PROVIDED ENTRIES:
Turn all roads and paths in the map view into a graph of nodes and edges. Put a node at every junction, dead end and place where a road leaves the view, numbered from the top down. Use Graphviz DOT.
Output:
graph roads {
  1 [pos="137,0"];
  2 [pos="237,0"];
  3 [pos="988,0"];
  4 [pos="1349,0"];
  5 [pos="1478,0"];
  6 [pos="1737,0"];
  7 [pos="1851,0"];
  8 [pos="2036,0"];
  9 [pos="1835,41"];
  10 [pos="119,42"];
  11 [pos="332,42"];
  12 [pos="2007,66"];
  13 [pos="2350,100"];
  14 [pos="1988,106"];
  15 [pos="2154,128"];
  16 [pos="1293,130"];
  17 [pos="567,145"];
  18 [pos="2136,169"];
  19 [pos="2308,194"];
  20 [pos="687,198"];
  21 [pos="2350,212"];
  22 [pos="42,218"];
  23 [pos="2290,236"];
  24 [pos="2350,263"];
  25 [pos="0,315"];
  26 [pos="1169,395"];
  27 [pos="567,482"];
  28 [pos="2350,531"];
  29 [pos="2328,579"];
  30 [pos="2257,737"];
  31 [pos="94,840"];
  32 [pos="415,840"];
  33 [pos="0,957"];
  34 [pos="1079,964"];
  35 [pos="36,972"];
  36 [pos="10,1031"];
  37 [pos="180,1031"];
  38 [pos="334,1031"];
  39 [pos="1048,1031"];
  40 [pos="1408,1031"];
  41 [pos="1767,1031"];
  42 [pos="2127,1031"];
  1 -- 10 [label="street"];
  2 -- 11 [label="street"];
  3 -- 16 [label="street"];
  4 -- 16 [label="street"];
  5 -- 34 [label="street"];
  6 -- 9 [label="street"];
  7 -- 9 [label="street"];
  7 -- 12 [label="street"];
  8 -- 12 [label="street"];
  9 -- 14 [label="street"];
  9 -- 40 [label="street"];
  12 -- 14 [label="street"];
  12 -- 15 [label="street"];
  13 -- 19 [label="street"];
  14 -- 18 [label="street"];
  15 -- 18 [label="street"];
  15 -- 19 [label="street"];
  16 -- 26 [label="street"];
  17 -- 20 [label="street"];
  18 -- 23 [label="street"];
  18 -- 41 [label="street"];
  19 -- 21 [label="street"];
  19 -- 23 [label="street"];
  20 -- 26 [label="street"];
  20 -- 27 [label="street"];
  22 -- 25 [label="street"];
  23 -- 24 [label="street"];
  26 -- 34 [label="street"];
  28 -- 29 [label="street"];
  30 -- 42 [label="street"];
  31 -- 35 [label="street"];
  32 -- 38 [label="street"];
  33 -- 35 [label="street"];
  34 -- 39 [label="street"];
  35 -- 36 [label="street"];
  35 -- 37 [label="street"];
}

WORK TASK: The material should be transcribed exactly, every line included.

RESULT FOR THIS TASK:
Turn all roads and paths in the map view into a graph of nodes and edges. Put a node at every junction, dead end and place where a road leaves the view, numbered from the top down. Use Graphviz DOT.
Output:
graph roads {
  1 [pos="137,0"];
  2 [pos="237,0"];
  3 [pos="988,0"];
  4 [pos="1349,0"];
  5 [pos="1478,0"];
  6 [pos="1737,0"];
  7 [pos="1851,0"];
  8 [pos="2036,0"];
  9 [pos="1835,41"];
  10 [pos="119,42"];
  11 [pos="332,42"];
  12 [pos="2007,66"];
  13 [pos="2350,100"];
  14 [pos="1988,106"];
  15 [pos="2154,128"];
  16 [pos="1293,130"];
  17 [pos="567,145"];
  18 [pos="2136,169"];
  19 [pos="2308,194"];
  20 [pos="687,198"];
  21 [pos="2350,212"];
  22 [pos="42,218"];
  23 [pos="2290,236"];
  24 [pos="2350,263"];
  25 [pos="0,315"];
  26 [pos="1169,395"];
  27 [pos="567,482"];
  28 [pos="2350,531"];
  29 [pos="2328,579"];
  30 [pos="2257,737"];
  31 [pos="94,840"];
  32 [pos="415,840"];
  33 [pos="0,957"];
  34 [pos="1079,964"];
  35 [pos="36,972"];
  36 [pos="10,1031"];
  37 [pos="180,1031"];
  38 [pos="334,1031"];
  39 [pos="1048,1031"];
  40 [pos="1408,1031"];
  41 [pos="1767,1031"];
  42 [pos="2127,1031"];
  1 -- 10 [label="street"];
  2 -- 11 [label="street"];
  3 -- 16 [label="street"];
  4 -- 16 [label="street"];
  5 -- 34 [label="street"];
  6 -- 9 [label="street"];
  7 -- 9 [label="street"];
  7 -- 12 [label="street"];
  8 -- 12 [label="street"];
  9 -- 14 [label="street"];
  9 -- 40 [label="street"];
  12 -- 14 [label="street"];
  12 -- 15 [label="street"];
  13 -- 19 [label="street"];
  14 -- 18 [label="street"];
  15 -- 18 [label="street"];
  15 -- 19 [label="street"];
  16 -- 26 [label="street"];
  17 -- 20 [label="street"];
  18 -- 23 [label="street"];
  18 -- 41 [label="street"];
  19 -- 21 [label="street"];
  19 -- 23 [label="street"];
  20 -- 26 [label="street"];
  20 -- 27 [label="street"];
  22 -- 25 [label="street"];
  23 -- 24 [label="street"];
  26 -- 34 [label="street"];
  28 -- 29 [label="street"];
  30 -- 42 [label="street"];
  31 -- 35 [label="street"];
  32 -- 38 [label="street"];
  33 -- 35 [label="street"];
  34 -- 39 [label="street"];
  35 -- 36 [label="street"];
  35 -- 37 [label="street"];
}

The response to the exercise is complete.